The vitreous fluid is not present at birth (the eye being filled with only with the gel-like vitreous body), but found after age 4-5, and increases in size thereafter.[1]

Produced by cells in the non-pigmented portion of the ciliary body, the vitreous humour is derived from embryonic mesenchyme cells, which degenerate after birth.[1]

The nature and composition of the vitreous humour changes over the course of life. In adolescence, the vitreous cortex becomes more dense and vitreous tracts develop; and in adulthood, the tracts become better defined and sinuous. Central vitreous liquefies, fibrillar degeneration occurs, and the tracts break up (syneresis).
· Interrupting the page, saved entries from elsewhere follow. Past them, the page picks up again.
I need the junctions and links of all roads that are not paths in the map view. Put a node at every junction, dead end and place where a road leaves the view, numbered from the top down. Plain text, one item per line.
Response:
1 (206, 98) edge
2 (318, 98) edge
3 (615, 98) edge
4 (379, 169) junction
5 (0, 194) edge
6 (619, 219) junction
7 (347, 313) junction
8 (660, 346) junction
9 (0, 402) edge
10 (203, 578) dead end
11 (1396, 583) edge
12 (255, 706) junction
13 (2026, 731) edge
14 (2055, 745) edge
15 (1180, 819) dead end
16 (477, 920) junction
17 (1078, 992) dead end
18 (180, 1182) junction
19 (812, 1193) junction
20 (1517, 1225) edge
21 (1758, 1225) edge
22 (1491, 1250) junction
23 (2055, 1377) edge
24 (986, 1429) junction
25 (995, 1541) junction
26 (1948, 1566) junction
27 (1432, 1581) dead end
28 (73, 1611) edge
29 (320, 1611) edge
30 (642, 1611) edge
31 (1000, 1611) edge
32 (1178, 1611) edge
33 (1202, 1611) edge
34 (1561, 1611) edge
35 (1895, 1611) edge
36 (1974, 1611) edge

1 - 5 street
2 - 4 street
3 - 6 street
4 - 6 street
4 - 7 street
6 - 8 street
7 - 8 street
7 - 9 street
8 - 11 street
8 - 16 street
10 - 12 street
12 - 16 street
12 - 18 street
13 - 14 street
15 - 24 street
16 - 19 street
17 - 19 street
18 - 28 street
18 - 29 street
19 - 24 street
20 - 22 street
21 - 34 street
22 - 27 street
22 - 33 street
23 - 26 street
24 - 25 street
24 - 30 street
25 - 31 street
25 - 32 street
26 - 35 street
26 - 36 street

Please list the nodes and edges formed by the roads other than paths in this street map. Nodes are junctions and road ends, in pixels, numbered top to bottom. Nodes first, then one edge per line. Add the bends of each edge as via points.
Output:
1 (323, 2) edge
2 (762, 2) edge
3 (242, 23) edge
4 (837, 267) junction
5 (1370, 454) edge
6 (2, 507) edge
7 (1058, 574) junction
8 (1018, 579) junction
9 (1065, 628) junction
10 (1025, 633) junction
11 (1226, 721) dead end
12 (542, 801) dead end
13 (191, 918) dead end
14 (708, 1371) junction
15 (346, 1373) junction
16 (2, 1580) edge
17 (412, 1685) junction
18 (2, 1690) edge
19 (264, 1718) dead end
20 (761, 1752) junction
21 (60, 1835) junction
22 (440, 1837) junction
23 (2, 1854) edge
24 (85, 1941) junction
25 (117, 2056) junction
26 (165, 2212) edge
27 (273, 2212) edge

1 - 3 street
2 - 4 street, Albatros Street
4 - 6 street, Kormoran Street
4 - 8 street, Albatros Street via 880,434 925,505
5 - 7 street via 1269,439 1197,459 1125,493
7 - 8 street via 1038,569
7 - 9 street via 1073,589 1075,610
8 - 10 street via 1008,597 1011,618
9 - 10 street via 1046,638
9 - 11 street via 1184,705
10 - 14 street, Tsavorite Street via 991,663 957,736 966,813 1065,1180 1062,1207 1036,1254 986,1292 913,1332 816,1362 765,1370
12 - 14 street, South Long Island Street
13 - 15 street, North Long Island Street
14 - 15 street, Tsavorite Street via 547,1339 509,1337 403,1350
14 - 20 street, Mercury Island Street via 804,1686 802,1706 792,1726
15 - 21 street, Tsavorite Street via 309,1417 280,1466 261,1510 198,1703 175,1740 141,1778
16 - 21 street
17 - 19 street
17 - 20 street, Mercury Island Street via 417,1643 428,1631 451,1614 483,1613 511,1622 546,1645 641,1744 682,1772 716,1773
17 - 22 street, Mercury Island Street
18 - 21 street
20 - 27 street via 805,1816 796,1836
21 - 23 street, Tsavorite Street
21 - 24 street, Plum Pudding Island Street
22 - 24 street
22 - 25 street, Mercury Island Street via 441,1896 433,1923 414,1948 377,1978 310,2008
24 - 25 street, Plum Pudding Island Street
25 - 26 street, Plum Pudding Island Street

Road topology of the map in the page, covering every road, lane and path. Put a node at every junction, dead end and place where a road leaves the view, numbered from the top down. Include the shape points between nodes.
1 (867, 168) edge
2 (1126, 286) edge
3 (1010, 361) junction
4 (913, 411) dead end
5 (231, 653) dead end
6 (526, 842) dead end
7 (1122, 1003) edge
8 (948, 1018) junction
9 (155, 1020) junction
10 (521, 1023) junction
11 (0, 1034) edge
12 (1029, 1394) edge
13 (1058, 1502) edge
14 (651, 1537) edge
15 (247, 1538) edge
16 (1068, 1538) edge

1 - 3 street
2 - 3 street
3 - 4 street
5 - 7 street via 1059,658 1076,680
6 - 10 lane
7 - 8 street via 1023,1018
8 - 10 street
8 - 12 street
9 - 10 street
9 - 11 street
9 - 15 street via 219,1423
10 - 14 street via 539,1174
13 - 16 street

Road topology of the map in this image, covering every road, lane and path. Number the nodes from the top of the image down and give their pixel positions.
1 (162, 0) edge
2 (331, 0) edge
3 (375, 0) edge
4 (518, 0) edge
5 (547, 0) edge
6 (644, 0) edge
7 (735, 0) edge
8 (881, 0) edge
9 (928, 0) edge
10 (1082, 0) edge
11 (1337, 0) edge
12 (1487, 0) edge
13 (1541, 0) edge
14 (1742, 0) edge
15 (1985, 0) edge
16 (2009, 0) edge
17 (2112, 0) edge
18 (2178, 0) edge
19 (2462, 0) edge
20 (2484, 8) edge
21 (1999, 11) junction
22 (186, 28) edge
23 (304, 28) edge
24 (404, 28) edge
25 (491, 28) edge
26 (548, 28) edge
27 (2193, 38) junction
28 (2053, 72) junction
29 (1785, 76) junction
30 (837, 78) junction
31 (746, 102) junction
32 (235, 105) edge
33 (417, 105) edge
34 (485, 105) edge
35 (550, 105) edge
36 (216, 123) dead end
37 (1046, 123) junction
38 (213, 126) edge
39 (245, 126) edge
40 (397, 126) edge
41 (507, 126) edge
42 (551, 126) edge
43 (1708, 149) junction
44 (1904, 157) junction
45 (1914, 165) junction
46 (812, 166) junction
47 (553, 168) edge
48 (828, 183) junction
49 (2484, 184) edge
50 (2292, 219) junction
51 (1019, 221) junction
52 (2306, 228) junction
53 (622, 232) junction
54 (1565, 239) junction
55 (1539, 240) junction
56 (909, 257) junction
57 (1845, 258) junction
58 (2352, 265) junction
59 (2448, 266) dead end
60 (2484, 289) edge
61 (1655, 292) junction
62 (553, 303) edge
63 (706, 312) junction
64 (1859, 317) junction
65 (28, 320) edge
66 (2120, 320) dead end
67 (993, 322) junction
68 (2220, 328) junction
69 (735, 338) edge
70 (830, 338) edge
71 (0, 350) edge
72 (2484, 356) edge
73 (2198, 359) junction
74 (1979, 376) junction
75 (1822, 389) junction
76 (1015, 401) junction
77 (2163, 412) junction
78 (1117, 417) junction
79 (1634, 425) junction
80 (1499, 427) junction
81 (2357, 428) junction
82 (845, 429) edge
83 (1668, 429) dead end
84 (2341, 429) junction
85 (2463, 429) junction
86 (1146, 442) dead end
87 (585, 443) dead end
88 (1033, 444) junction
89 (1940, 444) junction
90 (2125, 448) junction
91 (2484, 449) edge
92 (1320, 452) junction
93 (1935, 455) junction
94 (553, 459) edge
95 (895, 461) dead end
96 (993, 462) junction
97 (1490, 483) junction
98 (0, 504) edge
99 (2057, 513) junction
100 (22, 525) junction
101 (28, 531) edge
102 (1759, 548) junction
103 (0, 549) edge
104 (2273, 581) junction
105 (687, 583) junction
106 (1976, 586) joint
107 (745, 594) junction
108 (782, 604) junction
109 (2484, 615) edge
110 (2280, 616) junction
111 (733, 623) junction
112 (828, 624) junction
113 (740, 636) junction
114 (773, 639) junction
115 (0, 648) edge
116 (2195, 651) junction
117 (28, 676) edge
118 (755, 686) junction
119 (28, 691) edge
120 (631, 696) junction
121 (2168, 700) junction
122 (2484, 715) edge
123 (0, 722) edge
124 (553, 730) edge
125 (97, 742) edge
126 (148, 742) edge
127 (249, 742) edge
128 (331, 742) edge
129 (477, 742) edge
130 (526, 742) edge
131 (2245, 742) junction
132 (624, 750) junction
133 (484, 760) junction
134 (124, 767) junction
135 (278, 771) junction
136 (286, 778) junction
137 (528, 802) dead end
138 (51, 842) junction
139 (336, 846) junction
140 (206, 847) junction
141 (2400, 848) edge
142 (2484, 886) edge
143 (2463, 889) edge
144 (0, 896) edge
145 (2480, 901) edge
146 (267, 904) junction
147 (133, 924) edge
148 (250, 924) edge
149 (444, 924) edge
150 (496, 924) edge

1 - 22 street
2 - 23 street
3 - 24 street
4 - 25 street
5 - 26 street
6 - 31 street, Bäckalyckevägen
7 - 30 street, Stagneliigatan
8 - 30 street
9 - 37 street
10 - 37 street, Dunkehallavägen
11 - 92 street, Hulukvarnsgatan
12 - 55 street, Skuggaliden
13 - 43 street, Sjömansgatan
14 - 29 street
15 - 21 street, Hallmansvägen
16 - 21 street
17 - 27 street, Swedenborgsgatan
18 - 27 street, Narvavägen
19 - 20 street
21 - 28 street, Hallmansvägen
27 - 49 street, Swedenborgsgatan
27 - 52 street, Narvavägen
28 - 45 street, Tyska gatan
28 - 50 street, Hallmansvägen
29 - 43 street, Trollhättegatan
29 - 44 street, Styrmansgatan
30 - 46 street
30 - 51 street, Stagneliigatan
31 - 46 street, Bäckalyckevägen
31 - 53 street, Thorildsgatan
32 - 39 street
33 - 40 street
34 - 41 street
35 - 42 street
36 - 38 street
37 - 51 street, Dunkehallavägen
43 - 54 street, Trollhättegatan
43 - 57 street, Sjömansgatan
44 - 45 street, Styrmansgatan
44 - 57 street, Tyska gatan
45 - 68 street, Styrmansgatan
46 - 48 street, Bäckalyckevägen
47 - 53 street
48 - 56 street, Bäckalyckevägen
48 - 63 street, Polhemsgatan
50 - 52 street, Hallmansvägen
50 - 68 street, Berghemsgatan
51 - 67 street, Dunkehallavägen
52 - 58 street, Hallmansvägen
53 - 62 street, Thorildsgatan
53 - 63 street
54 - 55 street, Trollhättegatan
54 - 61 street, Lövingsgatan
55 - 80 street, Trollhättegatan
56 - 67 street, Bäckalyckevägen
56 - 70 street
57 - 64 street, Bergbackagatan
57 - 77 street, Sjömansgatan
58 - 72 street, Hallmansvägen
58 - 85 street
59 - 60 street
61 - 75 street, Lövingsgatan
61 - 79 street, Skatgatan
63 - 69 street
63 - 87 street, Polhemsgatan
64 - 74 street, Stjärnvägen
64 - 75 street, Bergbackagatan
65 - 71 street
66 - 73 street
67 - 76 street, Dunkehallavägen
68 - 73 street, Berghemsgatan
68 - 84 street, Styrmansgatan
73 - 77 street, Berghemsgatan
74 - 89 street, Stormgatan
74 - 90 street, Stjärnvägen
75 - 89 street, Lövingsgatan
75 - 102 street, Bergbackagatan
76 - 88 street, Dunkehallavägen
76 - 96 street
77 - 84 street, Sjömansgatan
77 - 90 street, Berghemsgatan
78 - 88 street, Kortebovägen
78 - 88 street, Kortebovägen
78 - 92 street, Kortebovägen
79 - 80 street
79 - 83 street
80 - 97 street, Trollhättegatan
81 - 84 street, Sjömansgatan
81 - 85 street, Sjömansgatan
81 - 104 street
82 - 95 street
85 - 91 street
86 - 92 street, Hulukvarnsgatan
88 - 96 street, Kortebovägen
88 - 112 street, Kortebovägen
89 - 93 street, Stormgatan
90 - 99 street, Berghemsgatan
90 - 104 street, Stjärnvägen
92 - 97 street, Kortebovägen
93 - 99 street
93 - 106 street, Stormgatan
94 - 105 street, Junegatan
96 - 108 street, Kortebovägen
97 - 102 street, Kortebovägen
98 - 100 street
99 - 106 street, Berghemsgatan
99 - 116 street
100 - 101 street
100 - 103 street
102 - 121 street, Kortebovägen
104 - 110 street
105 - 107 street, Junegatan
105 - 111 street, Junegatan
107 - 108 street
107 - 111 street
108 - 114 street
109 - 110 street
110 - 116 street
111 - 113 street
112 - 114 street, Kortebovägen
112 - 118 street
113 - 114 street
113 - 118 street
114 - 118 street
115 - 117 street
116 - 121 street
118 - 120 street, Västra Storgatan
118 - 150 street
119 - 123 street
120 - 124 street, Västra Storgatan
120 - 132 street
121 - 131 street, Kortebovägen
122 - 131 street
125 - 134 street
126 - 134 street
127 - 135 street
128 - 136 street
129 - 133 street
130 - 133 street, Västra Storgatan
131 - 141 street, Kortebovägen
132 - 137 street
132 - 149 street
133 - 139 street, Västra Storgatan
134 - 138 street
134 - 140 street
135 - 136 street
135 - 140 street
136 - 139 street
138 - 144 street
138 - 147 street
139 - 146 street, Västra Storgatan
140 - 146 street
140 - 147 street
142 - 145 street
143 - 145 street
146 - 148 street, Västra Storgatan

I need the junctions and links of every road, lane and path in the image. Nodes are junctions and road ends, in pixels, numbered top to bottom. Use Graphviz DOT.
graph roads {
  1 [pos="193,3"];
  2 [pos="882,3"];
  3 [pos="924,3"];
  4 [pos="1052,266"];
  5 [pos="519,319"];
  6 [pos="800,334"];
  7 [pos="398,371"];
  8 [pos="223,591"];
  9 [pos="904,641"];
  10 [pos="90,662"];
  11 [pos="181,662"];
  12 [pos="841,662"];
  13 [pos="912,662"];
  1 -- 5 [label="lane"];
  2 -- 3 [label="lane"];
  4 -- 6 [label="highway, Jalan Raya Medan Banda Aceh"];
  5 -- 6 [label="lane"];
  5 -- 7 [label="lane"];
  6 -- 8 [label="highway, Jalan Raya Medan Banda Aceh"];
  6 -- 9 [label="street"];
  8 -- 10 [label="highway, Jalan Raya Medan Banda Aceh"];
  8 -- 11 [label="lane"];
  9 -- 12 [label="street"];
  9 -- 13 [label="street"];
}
Coarse strands develop with ageing. The gel volume decreases with age, and the liquid volume increases.[12] Cortex may disappear at sites, leading to liquid vitreous extruding into the potential space between vitreous cortex and retina (vitreous detachment)

Clinical significance

Injury

Unlike the fluid in the frontal parts of the eye (aqueous humour) which is continuously replenished, the gel in the vitreous chamber is stagnant. Therefore, if blood, cells or other byproducts of inflammation get into the vitreous, they will remain there unless removed surgically.[15][16] These are known as floaters. If the vitreous pulls away from the retina, it is known as a vitreous detachment. As the human body ages, the vitreous often liquefies and may collapse. This is more likely to occur, and occurs much earlier, in eyes that are nearsighted (myopia). It can also occur after injuries to the eye or inflammation in the eye (uveitis).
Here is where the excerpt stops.